START INPUT FOR THIS TASK
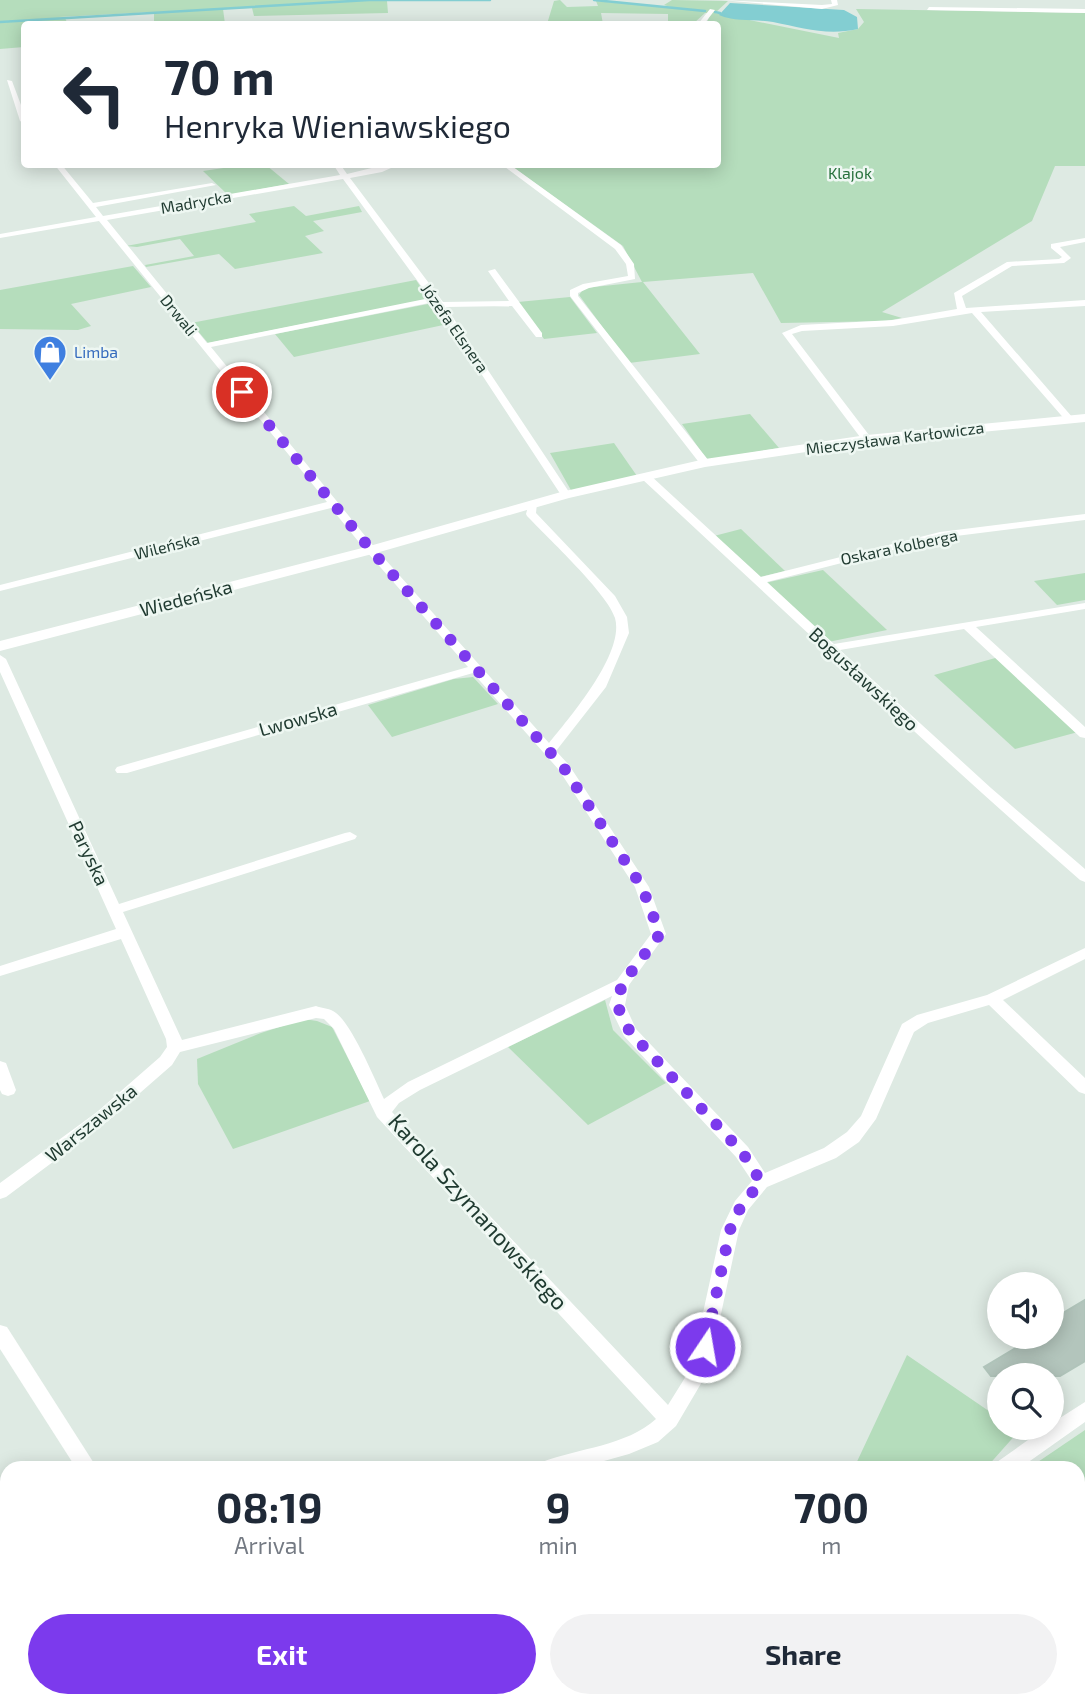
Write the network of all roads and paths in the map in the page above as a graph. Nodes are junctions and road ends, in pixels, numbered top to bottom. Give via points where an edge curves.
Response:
1 (724, 0) edge
2 (834, 0) edge
3 (929, 9) dead end
4 (712, 10) dead end
5 (1085, 11) edge
6 (703, 21) edge
7 (9, 81) dead end
8 (21, 113) edge
9 (60, 168) edge
10 (339, 168) edge
11 (385, 168) edge
12 (510, 168) edge
13 (345, 177) junction
14 (212, 185) dead end
15 (91, 206) junction
16 (100, 218) junction
17 (0, 236) edge
18 (1085, 240) edge
19 (492, 271) dead end
20 (438, 302) junction
21 (1085, 303) edge
22 (516, 304) junction
23 (974, 310) junction
24 (962, 311) junction
25 (539, 335) dead end
26 (204, 346) junction
27 (1085, 418) edge
28 (1070, 421) junction
29 (867, 439) junction
30 (705, 463) junction
31 (646, 477) junction
32 (566, 495) junction
33 (333, 504) junction
34 (533, 505) junction
35 (1085, 517) edge
36 (371, 550) junction
37 (758, 581) junction
38 (0, 588) edge
39 (1085, 606) edge
40 (967, 626) junction
41 (0, 646) edge
42 (829, 648) junction
43 (0, 659) edge
44 (474, 669) junction
45 (1085, 734) edge
46 (549, 751) junction
47 (122, 770) dead end
48 (350, 836) dead end
49 (1085, 877) edge
50 (116, 910) junction
51 (125, 932) junction
52 (1085, 953) edge
53 (0, 971) edge
54 (622, 984) junction
55 (992, 999) junction
56 (175, 1048) junction
57 (0, 1067) edge
58 (1085, 1088) edge
59 (8, 1090) dead end
60 (383, 1113) junction
61 (761, 1182) junction
62 (0, 1192) edge
63 (0, 1333) edge
64 (1085, 1411) edge
65 (669, 1420) junction
66 (82, 1461) edge
67 (573, 1461) edge
68 (1014, 1461) edge

1 - 2 street via 822,7 834,6
3 - 5 street
4 - 6 street
7 - 8 street
9 - 15 street, Drwali
10 - 13 street, Józefa Elsnera
11 - 13 street, Madrycka
12 - 30 street via 621,251 632,277 584,286 573,292 574,296
13 - 16 street, Madrycka
13 - 20 street, Józefa Elsnera
14 - 15 street
15 - 16 street, Drwali
16 - 17 street, Madrycka
16 - 26 street, Drwali
18 - 24 street via 1055,246 1067,258 1061,261 1004,266 957,295
19 - 22 street
20 - 22 street
20 - 26 street
20 - 32 street, Józefa Elsnera
21 - 23 street
22 - 25 street
23 - 24 street
23 - 28 street
24 - 29 street via 787,333
26 - 33 street, Drwali
27 - 28 street, Mieczysława Karłowicza
28 - 29 street, Mieczysława Karłowicza
29 - 30 street, Mieczysława Karłowicza
30 - 31 street, Mieczysława Karłowicza
31 - 32 street, Mieczysława Karłowicza
31 - 37 street, Bogusławskiego
32 - 34 street, Mieczysława Karłowicza
33 - 36 street, Drwali
33 - 38 street, Wileńska
34 - 36 street, Wiedeńska
34 - 46 street via 531,514 611,598 623,633 600,687
35 - 37 street, Oskara Kolberga via 940,535
36 - 41 street, Wiedeńska
36 - 44 street, Drwali
37 - 42 street, Bogusławskiego
39 - 40 street
40 - 42 street
40 - 45 street
42 - 49 street, Bogusławskiego
43 - 50 street, Paryska
44 - 46 street, Drwali
44 - 47 street, Lwowska
46 - 54 street, Drwali via 642,887 660,934
48 - 50 street
50 - 51 street, Paryska
51 - 53 street
51 - 56 street, Paryska
52 - 55 street
54 - 60 street, Karola Szymanowskiego via 414,1086 393,1099
54 - 61 street via 617,1005 630,1032 742,1152
55 - 58 street
55 - 61 street via 923,1019 908,1028 868,1119 853,1137 830,1153
56 - 60 street via 294,1016 329,1015 340,1026
56 - 62 street, Warszawska via 103,1116
57 - 59 street
60 - 65 street, Karola Szymanowskiego
61 - 65 street via 741,1206 730,1230 701,1370
63 - 66 street
64 - 68 street
65 - 67 street via 651,1436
END INPUT FOR THIS TASK
Each line that includes the string "Karola" should be copied from the data.

* [WRITTEN REPLY]:
54 - 60 street, Karola Szymanowskiego via 414,1086 393,1099
60 - 65 street, Karola Szymanowskiego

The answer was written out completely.